─── DATASET EXTRACT ───

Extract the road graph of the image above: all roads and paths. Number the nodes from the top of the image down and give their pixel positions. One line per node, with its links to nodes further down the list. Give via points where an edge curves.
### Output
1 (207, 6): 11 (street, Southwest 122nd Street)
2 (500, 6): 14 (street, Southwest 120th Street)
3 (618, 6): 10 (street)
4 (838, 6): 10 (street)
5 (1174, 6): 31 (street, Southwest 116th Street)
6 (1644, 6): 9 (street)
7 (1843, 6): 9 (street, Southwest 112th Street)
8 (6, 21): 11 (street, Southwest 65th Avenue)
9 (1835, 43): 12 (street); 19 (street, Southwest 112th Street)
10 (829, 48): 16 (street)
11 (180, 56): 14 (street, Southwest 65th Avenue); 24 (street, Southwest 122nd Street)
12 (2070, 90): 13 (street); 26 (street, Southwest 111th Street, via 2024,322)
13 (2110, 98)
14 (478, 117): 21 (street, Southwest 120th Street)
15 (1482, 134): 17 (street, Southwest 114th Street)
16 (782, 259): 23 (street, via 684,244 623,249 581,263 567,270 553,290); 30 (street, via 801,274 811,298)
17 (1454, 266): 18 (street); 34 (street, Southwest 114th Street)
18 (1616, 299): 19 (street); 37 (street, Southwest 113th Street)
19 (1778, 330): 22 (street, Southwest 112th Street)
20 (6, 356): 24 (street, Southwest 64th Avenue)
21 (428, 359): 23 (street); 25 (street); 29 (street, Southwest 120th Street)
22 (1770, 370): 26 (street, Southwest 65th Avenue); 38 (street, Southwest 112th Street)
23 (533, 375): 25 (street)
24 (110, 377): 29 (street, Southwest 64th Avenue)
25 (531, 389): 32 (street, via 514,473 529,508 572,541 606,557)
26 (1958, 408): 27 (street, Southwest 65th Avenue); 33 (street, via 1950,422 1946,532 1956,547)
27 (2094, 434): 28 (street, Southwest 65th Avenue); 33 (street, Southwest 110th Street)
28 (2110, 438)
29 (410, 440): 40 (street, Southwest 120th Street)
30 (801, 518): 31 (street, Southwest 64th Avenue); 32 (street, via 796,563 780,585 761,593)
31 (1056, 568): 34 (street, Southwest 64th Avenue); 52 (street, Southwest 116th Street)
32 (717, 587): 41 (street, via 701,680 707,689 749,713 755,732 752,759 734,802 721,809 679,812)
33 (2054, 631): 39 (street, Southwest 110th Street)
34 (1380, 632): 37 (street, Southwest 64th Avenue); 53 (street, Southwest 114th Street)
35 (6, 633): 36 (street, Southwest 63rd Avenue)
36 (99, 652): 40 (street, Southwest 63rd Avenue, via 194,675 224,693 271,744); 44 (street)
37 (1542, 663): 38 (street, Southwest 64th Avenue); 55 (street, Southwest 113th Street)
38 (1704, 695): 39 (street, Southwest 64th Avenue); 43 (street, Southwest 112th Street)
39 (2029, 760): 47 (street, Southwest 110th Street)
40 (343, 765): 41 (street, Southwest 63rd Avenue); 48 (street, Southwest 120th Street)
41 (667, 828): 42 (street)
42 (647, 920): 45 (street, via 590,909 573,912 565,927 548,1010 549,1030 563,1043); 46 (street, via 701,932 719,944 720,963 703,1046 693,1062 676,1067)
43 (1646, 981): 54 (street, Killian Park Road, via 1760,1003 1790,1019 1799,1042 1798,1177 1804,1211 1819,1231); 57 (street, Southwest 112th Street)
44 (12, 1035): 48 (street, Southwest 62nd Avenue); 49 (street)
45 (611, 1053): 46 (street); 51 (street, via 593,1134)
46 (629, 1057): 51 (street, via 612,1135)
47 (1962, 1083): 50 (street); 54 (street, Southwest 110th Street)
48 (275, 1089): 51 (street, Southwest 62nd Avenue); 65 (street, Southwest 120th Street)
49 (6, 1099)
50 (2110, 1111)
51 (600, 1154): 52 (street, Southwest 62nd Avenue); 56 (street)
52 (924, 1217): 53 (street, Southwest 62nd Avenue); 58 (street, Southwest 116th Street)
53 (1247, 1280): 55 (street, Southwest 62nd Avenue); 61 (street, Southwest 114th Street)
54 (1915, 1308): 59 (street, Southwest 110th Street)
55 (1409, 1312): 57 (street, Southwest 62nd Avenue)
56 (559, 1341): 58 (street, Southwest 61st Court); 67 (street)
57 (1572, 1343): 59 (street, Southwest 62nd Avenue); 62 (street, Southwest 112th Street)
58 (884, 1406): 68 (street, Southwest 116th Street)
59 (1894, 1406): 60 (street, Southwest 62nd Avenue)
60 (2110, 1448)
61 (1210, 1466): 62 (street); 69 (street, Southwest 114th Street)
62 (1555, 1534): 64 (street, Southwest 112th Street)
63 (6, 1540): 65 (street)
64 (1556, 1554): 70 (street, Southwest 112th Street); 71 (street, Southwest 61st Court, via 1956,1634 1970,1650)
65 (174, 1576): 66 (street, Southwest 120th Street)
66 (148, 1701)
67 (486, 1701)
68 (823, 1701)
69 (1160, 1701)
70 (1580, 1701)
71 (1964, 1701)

───

■ **TASK GOAL**
Whenever the word "Court" occurs in a line above, copy that line.

■ **YOUR SOLUTION**
56 (559, 1341): 58 (street, Southwest 61st Court); 67 (street)
64 (1556, 1554): 70 (street, Southwest 112th Street); 71 (street, Southwest 61st Court, via 1956,1634 1970,1650)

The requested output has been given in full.